I'm actually a bit of a Birmophile - it's a great city, but it makes you work a bit harder than other cities for your reward; it doesn't present its many treasures on a platter. As for Manchester, well - I actually like the city itself very much - but I find the self-importance and crude evangelism of some of its proponents seriously offputting.

One of the things that elevates Glasgow above these two cities is the density of its residential architecture, tenements a uniquely Scottish phenomenon in the UK - which make residential areas seem properly urban (in a good way) rather than suburban. That's what makes Glasgow seem bigger and more metropolitan than Brum and Manc, which have really concentrated, built-up city centres surrounded by much lower-density development.

Having an Underground also helps - both Brum and Manc would love one of those, even if only one line that goes round in a circle!
I couldn't agree more.
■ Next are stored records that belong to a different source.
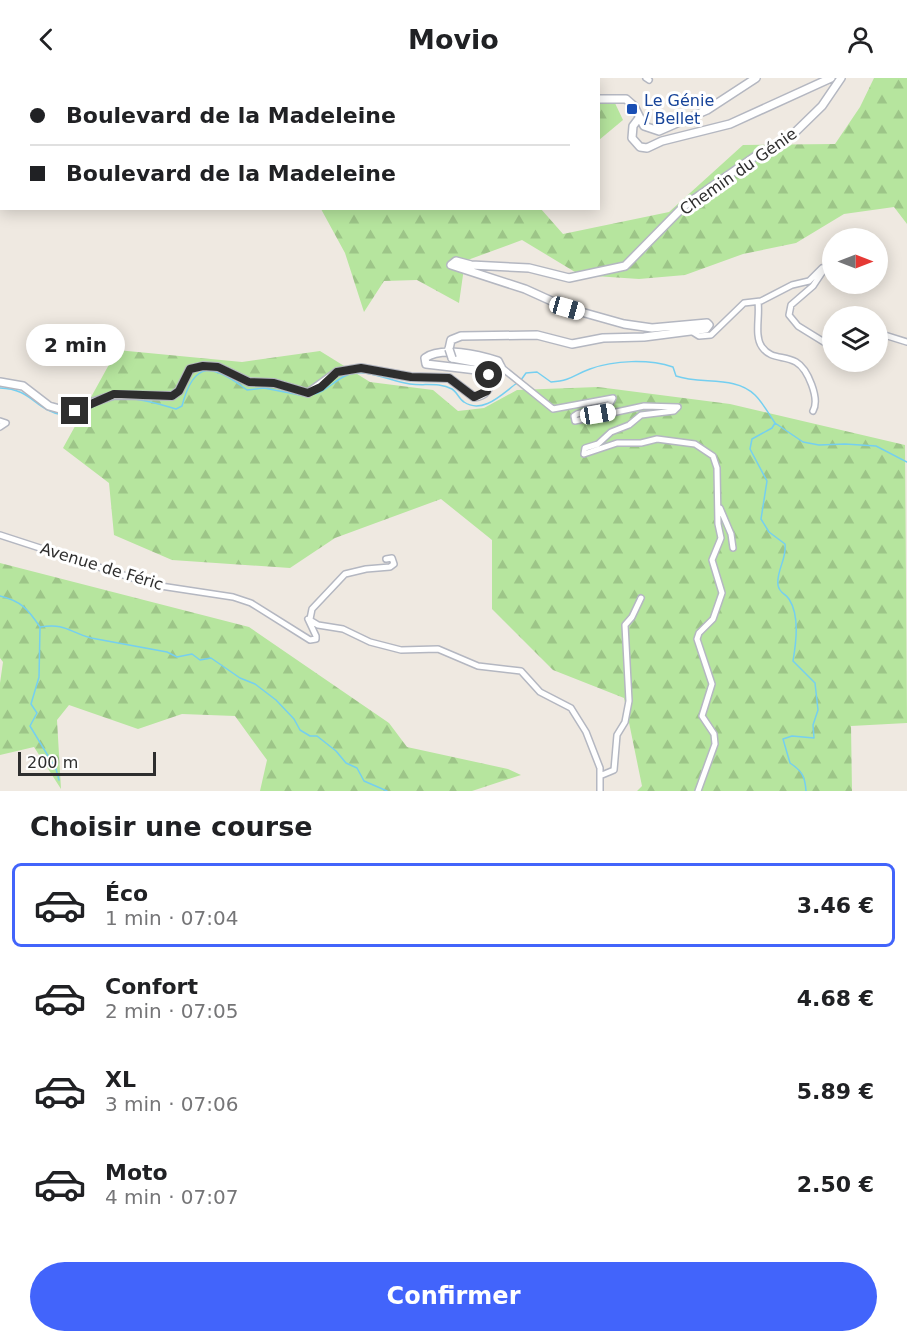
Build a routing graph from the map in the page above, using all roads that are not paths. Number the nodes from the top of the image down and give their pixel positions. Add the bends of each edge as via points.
1 (756, 78) edge
2 (831, 78) edge
3 (841, 78) edge
4 (600, 99) edge
5 (639, 118) junction
6 (758, 302) junction
7 (691, 331) junction
8 (888, 336) edge
9 (822, 341) edge
10 (907, 342) edge
11 (505, 369) junction
12 (0, 382) edge
13 (813, 411) dead end
14 (0, 421) edge
15 (0, 428) edge
16 (719, 507) junction
17 (0, 534) edge
18 (733, 548) dead end
19 (386, 559) dead end
20 (641, 598) dead end
21 (310, 619) junction
22 (602, 775) junction
23 (600, 791) edge
24 (698, 791) edge

1 - 5 street via 707,110 669,128 651,130
2 - 5 street, Chemin du Génie via 730,124 647,148 637,145 632,138
3 - 7 street, Chemin du Génie via 822,105 783,144 757,155 684,206 625,266 569,279 529,268 456,261 451,265 525,289 567,308 624,324 652,328 709,325
4 - 5 street via 626,99
6 - 7 street via 744,303 711,335 699,336
6 - 9 street via 809,281 824,268 813,286 791,304 789,315 798,326
6 - 13 street via 759,343 770,355 798,364 814,388
7 - 11 street, bridge via 572,344 537,335 461,336 451,340 452,358
8 - 10 street
11 - 12 street via 498,361 468,355 441,353 425,358 426,364 485,371 489,388 474,397 449,378 411,377 361,368 337,372 308,393 274,383 249,382 218,367 203,366 190,369 179,391 172,396 114,394 67,411 50,406 23,386
11 - 16 street via 553,409 613,398 610,404 577,414 577,421 644,405 677,406 677,411 641,415 583,452 654,439 702,446 715,462
14 - 15 street via 6,423
16 - 18 street
16 - 24 street via 721,538 712,560 721,585 721,600 713,619 697,639 712,684 702,716 712,729 716,744
17 - 21 street, Avenue de Féric via 154,585 233,597 314,641 316,636 307,621
19 - 21 street via 392,558 394,564 342,576 312,609
20 - 22 street via 625,625 629,701 625,722 617,735 614,770
21 - 22 street via 318,625 343,629 370,642 401,650 438,649 478,666 521,671 540,692 571,708 591,742
22 - 23 street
I always get that feeling in Manchester/Birmingham of sudden transition from centre outwards to low rise, low density, lack of place. And of less historic fabric in the centre to retain and respect.

Successful placemaking development should in theory be more widespread in Glasgow because there are many more jigsaw pieces in place to build upon.

Most of the buildings and places we admire now in Glasgow - and which appealed to Acquiescent owe their appeal to ambition and a contextual approach that creates a sense of place.

My biggest wish is that the planners to bear this much more in mind when creating entirely new places (Pacific Quay?), building upon a core (Canals quarter/Spiers Wharf?) or simply filling a central site (110 Queen Street? Buchanan Centre extension?)....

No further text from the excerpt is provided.